Even when the friend didn't do it on purpose, they may not realize that your long talks are now about that persons boyfriend or girlfriend, or that the long talks are now becoming short conversations about school or projects. or even that when they're in a bad mood because of a fight about their boyfriend or girlfriend, it being taken out on you.

Here's my advice: tell them.
say something, dont just be quiet because you think your overreacting, tell them.

It saves you a lot of heart ache and crying at night. ( only if your a person like me that cry's about everything wrong )

don't forget to fall in love, it's beautiful ♥
Just watch where and how your falling before you fall into some deep deep chocolate ♥(:

( Sorry i got kind of personal there, I just get aggravated because it's a bad feeling and I don't want other people to go through it ) ; *

Saturday, May 22, 2010

Living Inside of Yesterday .. < 3


today was bleh so far. Just as much as my other Saturdays.
I need to find a life and people who agree with that notion.

Muffin visited me yesterday :)
I was happy about that .
We don't really get to spend alot of time together anymore.
She's always busy. or sleepy. or just lazy...
But, I really dont mind because she has alot on plate right now ; like her sweet sixteen & maintaining a full relationship w | the dochehbag she calls her boyfriend
, Im just kidding, he's cool sometimes. plus she has school & shiz , that's alot. PLUS her mommy's prego & she already has two bros & sisters at home .. yea, no time for Jelly :(
oh well, I'm pretty busy myself. but it's always nice to have some time with my Muffin :D

iloveher < 3 we had a nice time ; we talked a lot . about me , about Mexicans , & etc.

She wanted to know what was up with me and why I was crying yesterday . Of course, I didn't answer. I lied my ass off . I felt bad after but that's just me, I have some serious trust issues and I didn't want to add any type of stress to her load . so I kept my issues to myself, plus I didn't feel like crying on her shoulder, I was in a good mood.
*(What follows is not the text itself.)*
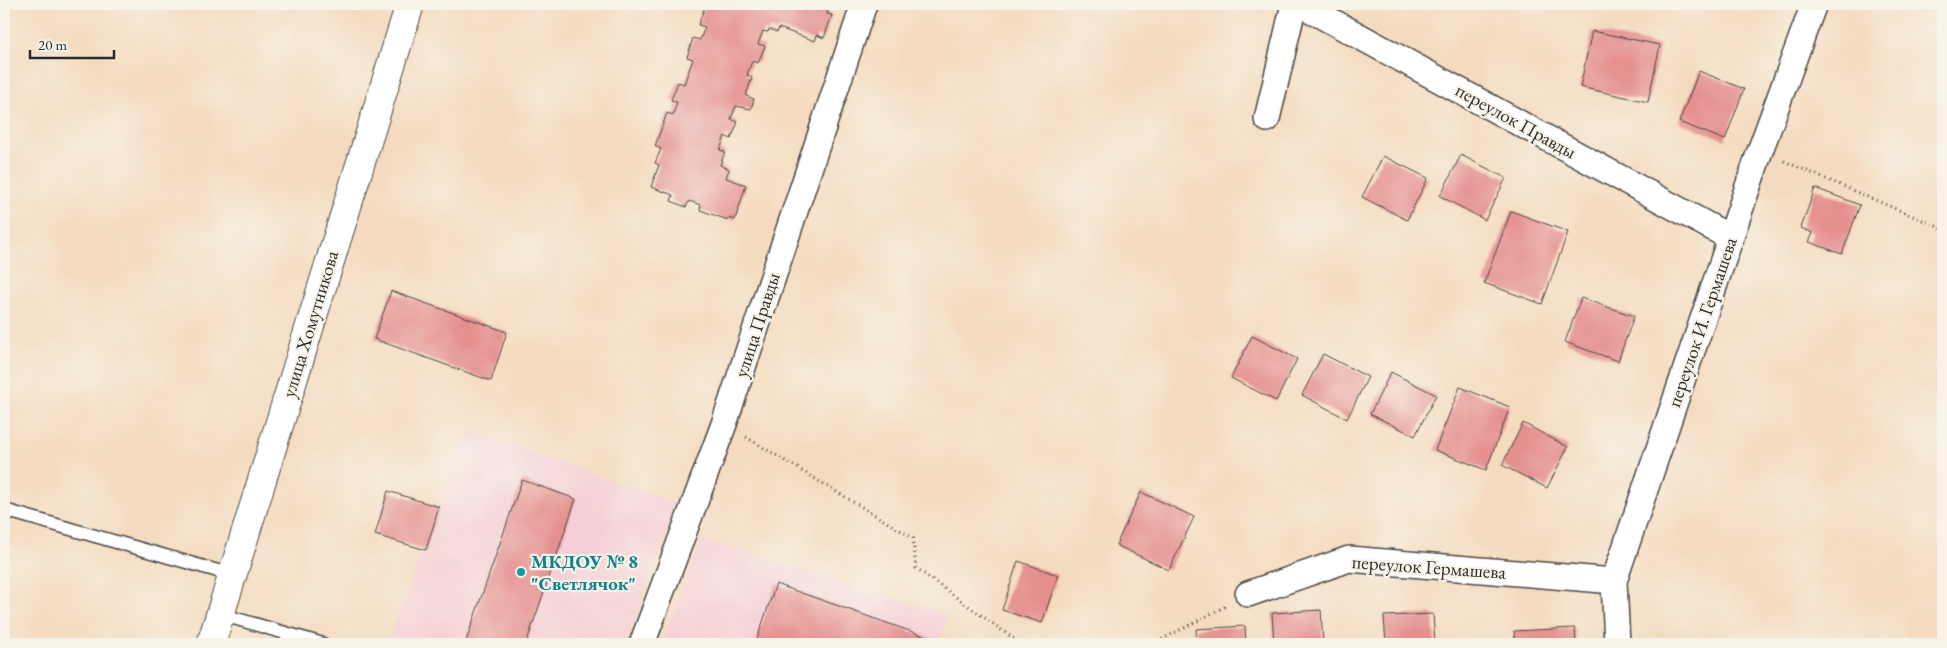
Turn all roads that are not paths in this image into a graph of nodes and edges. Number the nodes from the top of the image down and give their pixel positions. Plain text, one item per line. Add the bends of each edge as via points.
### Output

But, she's going to find out sooner or later because I emailed her the link to this blog. smh, I'm stupid . Oh well, she deserves to know about this stuff. I just hope she's not unbelievably mad at me for not telling her about it when she demanded it .

Friday, May 21, 2010

The Past Sucks . It Keeps Coming Back . . . .

" Forgiveness does not change the past, but it does enlarge the future. "

"there comes a point in your life when you realize who matters, who did, who won't anymore, and who always will. So don't worry about the people from your past, there's a reason why they didn't make it to your future." ♥

"Do not dwell in the past, do not dream of the future, concentrate the mind on the present moment."

"Prejudice is a burden that confuses the past, threatens the future and renders the present inaccessible"

I'm Made Out Of Wax, Larry, What Are You Made Out Of ?



Lmfao, I named the blog after a song.

Yes, that's a song by A Day to Remember ( a good band btw * )\

any who, there was no sole purpose for the title. I just didn't want the title to be something sad and depressing, like my day. Which I'm going to know blog about... good luck trying to understand the reason for the day being depressing.

Okay, so last night after my last blog post, I completely broke down . Don't ask why. I'm just sensitive like that. . . . yea.
I was just full of thoughts and full of things that should not have been brought up..
that led into the next morning ....I had a bad morning and just kept thinking about the summer and whatnot. I thought I was going to be able to block it out at least until I got home or something. Nope

the complete opposite . I just started crying and shxt by second period. I couldn't stand the things I was thinking. They always told me in school that thinking was good. Not! I didn't realize how much it pains me to cry. I was just cold and it hurt my chest. It felt like nothing was in my heart. I couldn't feel my face or the tears touching it.
I have no idea what came over me. & to make it worse, someone saw me crying and decides to ask me my most hated question, 'what's wrong' I just said the usual and tried to keep my day steady and slow paced . I tried doing homework every free period because I didn't want to start crying again. there were some times during other periods when I felt like the tears where coming again. I stopped them . I can't stand the thought of Muffin worrying about me again. I'm fine, really. really. REALLY. REAALLLLLYYYY. really . . . yea no, but really ...... Alright, there's something wrong . but how in the world do you tell your best friend that you don't think you can make it alive another summer. How do you tell her that you don't think your life has a purpose anymore. How ? How do you start up a conversation about not being alive ? Just... how ..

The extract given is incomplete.